Teen years: lonely Bakersfield afternoons, his dad pounding dents out of cars all day in a glorified salvage yard, Mom making copies for an accountant, the stink of fertilizer constant, industrial farmland as far as the eye could see. His escape was a home computer store in a strip mall, Oliver learning code from his cousin’s dad, who needed to distract himself from the paucity of people who were shelling out money for Commodore PETs and Atari home systems. Even before partial scholarships had gotten Oliver out of that cow town and across the country, allowing him to bust his ass through college and graduate school, his intellectual life — even his understanding of himself — had begun maturing, in no small part, because of his relationship with complexity. Those tedious hours he spent with infinitesimal units, information strings of code, copying the program for another adventure game, whose line progressions were listed in the back pages of Byte magazine. This, Oliver learned, was how massive, elegant structures were constructed. And, gradually, he became accustomed to converting the theoretical into something practical and sturdy and cleanly perfect.

It was gut-churning to hear that man say, Cancer is hell of disease. What felt worse, however — wrong in a way that betrayed everything Oliver believed about the cosmos — was the recognition. A doctor involved with his wife’s treatment was openly admiring the elegant complexity eating at her bones and blood.

Comrade Doctor put his hands up. “I try again—” he said.

Damaged English followed. “As personal, I try avoid telling person news he cannot take.” The doctor continued, sharing his belief that honest assessment represent measure of respect, as well as importance give loving ones information so to be prepare selves.

“You’re telling me…” Oliver began, petered out.

“First hundred days,” the man answered.

“What?”

“We see how she doing. Get sense how things going. Know more.” He patted Oliver’s shoulder. “Hundred days.”

~ ~ ~

Whitman Memorial, 1220 York Ave., 4th floor, Hematology/Oncology (follow-up appointment: patient background/personal history)

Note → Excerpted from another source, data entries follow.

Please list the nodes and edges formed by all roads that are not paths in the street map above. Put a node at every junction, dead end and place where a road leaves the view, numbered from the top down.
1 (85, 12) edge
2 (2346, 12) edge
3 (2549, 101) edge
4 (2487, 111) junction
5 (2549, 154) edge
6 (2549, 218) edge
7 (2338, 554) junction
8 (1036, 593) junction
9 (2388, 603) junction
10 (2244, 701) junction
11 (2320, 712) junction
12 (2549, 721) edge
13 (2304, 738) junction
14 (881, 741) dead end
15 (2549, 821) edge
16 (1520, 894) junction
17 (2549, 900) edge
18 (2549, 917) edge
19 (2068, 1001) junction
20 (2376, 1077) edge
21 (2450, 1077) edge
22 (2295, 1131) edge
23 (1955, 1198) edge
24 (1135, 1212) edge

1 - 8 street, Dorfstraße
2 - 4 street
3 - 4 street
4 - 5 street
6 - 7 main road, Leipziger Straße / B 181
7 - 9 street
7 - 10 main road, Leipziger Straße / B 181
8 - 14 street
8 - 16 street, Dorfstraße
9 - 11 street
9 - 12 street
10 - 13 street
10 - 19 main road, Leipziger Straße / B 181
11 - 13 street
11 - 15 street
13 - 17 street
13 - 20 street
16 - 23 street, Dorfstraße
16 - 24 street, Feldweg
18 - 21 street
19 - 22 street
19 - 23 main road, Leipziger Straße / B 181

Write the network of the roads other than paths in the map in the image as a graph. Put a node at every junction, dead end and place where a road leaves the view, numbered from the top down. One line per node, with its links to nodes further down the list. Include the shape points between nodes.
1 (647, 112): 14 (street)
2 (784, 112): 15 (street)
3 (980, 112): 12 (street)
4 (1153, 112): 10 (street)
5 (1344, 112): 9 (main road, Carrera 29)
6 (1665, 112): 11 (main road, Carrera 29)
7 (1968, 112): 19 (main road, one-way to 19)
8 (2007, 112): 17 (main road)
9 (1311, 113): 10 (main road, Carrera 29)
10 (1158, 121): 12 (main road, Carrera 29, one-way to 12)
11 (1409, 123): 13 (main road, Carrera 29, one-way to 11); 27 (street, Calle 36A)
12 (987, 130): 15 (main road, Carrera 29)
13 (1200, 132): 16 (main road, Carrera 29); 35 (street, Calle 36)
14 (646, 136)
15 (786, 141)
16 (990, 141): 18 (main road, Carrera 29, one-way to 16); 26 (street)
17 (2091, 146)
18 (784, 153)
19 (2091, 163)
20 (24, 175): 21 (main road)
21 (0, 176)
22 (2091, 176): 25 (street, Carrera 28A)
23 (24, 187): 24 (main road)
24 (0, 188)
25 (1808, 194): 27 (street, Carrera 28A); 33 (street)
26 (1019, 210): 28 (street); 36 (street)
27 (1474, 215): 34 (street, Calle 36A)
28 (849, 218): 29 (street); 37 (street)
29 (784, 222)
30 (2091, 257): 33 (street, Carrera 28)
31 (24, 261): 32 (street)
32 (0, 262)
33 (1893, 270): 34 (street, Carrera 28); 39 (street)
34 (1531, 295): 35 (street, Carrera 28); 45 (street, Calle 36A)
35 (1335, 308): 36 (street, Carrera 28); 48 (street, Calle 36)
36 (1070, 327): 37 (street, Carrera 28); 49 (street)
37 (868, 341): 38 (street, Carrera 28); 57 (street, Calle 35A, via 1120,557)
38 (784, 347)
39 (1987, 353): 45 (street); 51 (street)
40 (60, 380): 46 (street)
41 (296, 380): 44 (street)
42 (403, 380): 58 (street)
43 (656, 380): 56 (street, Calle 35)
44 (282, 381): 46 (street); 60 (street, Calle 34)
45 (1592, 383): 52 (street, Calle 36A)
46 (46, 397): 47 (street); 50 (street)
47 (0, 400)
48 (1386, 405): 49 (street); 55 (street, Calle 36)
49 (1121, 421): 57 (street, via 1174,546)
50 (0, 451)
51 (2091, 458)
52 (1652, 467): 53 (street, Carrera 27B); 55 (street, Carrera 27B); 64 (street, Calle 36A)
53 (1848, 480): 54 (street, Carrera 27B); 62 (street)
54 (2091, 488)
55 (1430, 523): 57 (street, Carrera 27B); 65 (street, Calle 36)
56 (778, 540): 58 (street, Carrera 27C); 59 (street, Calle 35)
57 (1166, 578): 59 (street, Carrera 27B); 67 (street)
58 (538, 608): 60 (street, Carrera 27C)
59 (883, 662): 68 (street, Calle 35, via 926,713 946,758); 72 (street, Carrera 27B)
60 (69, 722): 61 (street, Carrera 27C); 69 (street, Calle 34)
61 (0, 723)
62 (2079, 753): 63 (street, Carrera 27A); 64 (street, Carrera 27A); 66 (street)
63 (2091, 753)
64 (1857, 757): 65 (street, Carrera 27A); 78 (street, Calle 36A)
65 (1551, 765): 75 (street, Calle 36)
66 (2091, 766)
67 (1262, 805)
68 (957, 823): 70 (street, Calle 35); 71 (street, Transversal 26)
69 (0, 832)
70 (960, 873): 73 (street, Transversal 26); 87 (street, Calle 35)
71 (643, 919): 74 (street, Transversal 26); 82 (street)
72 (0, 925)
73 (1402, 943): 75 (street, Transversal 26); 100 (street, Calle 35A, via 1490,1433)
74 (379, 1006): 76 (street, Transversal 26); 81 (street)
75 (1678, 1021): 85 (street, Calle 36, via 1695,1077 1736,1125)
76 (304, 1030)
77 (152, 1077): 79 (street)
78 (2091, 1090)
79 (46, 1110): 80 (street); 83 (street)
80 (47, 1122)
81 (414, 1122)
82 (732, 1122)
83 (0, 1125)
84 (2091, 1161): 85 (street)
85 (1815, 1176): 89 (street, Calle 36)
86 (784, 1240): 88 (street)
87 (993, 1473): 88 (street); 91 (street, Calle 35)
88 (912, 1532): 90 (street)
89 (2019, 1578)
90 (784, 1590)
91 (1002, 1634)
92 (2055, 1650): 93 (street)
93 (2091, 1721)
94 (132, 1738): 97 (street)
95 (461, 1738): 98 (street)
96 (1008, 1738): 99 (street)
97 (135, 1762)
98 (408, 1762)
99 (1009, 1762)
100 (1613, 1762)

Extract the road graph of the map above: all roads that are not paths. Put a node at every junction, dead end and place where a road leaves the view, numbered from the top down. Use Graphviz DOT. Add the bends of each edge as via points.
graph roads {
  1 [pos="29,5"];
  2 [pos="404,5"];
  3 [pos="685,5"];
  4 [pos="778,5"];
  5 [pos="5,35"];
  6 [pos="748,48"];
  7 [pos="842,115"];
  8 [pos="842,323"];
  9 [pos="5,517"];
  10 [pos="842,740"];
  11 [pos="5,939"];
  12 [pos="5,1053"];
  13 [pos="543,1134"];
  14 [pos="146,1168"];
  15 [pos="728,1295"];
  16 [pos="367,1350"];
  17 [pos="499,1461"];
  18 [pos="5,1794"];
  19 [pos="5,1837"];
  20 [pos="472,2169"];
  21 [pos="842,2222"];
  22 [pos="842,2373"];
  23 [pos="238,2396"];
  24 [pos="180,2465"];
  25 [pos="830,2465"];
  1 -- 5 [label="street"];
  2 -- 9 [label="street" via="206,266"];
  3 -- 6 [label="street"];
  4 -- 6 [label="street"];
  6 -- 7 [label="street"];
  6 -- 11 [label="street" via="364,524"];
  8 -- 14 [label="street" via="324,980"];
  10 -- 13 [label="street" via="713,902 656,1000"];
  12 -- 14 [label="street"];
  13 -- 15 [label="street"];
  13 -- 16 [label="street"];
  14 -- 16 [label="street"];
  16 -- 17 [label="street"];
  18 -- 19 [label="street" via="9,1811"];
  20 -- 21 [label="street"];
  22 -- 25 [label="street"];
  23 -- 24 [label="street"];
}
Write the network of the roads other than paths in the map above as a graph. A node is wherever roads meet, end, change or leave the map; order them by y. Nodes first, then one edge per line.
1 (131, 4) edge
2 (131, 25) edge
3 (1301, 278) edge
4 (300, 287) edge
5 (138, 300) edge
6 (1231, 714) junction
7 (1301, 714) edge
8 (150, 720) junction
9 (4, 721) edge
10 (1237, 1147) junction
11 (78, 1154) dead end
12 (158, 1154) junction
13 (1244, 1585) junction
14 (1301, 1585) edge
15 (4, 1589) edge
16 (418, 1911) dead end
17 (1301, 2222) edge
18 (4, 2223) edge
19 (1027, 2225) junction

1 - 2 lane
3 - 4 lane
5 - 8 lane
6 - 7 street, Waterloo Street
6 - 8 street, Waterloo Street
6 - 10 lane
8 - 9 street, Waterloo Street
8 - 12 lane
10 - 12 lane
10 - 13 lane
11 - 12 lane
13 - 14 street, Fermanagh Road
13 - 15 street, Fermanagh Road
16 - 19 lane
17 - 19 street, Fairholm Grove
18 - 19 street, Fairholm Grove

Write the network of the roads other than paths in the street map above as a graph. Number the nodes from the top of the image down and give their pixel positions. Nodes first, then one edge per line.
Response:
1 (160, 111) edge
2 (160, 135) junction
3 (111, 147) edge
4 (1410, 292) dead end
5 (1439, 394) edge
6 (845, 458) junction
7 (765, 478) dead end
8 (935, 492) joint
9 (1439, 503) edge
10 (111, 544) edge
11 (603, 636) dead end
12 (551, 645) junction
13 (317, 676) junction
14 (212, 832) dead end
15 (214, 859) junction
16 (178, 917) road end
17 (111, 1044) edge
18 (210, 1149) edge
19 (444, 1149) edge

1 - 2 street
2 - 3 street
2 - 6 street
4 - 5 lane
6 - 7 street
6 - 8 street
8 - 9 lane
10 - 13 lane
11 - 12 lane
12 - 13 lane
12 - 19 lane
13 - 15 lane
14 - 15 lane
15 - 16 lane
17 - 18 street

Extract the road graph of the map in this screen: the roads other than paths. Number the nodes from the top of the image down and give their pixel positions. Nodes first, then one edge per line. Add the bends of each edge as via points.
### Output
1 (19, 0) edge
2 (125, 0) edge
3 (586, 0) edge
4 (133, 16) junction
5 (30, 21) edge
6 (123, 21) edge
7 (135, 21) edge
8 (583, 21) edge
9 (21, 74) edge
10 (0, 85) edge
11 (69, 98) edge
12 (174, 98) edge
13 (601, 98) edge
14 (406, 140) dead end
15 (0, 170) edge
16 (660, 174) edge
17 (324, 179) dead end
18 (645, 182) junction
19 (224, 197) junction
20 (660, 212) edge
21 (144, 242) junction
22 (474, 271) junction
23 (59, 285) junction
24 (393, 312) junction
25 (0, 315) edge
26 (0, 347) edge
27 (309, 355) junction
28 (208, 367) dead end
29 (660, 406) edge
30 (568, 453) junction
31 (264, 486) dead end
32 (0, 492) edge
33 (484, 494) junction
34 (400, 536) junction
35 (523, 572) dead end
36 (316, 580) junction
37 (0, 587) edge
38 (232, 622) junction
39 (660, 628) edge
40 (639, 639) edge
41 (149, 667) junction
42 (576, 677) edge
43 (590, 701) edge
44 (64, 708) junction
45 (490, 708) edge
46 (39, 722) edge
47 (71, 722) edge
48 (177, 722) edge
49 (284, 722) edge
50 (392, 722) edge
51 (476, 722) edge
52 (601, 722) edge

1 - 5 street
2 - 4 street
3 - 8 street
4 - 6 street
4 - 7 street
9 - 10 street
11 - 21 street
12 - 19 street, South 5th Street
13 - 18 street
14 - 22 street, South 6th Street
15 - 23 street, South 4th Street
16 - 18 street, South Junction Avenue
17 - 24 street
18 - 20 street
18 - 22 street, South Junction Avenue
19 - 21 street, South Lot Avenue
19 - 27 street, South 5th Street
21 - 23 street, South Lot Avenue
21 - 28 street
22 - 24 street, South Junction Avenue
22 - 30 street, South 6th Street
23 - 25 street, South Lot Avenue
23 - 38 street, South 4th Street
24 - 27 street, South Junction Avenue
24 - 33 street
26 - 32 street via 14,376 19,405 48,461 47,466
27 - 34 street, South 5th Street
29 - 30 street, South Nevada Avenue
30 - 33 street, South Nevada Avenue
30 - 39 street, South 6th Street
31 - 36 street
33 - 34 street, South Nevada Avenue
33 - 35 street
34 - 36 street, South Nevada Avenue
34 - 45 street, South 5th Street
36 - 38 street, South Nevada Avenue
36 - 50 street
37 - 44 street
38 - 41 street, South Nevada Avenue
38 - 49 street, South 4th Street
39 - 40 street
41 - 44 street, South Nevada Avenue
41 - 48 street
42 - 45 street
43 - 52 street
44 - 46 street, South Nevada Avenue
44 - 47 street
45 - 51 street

He couldn’t afford one of the office supply company’s high-end jobbers, so he’d sprung for your solid, middle-of-the-road, basic ergonomic desk chair. This was what he sat in. As for his diet, he tried, he really did, loading up on greens and boiled chicken, although he still snuck in red meats and fried calamari, more than he’d care to admit. Ever since kids had come into the picture, he’d been lucky to get to the gym once a fortnight. Admittedly he could have dropped fifteen pounds. Twenty pounds. So, basically he was a middle-aged somewhat-overweight white-collar dad going through the rite of manly passage known as chronic back pain. Maybe not a human interest feature in the local paper. But his spasms sure felt newsworthy. Had to pile throw cushions on that desk chair just to sit; pop Advils like they were candies just to get through the day. And rolling around on the carpet with Timothy and Suzy Jo? Please. Then his wife had heard about this acupuncturist from another mom at playgroup. And he wasn’t exactly thrilled about it, but he let them put those pins into both sides of his neck, his shoulders, his elbows, his kidneys, his sacrum, the bottom of each foot, the space between each pair of toes. Afterward, he defecated for the first time in four days. Went home and slept like a stone at the bottom of the ocean.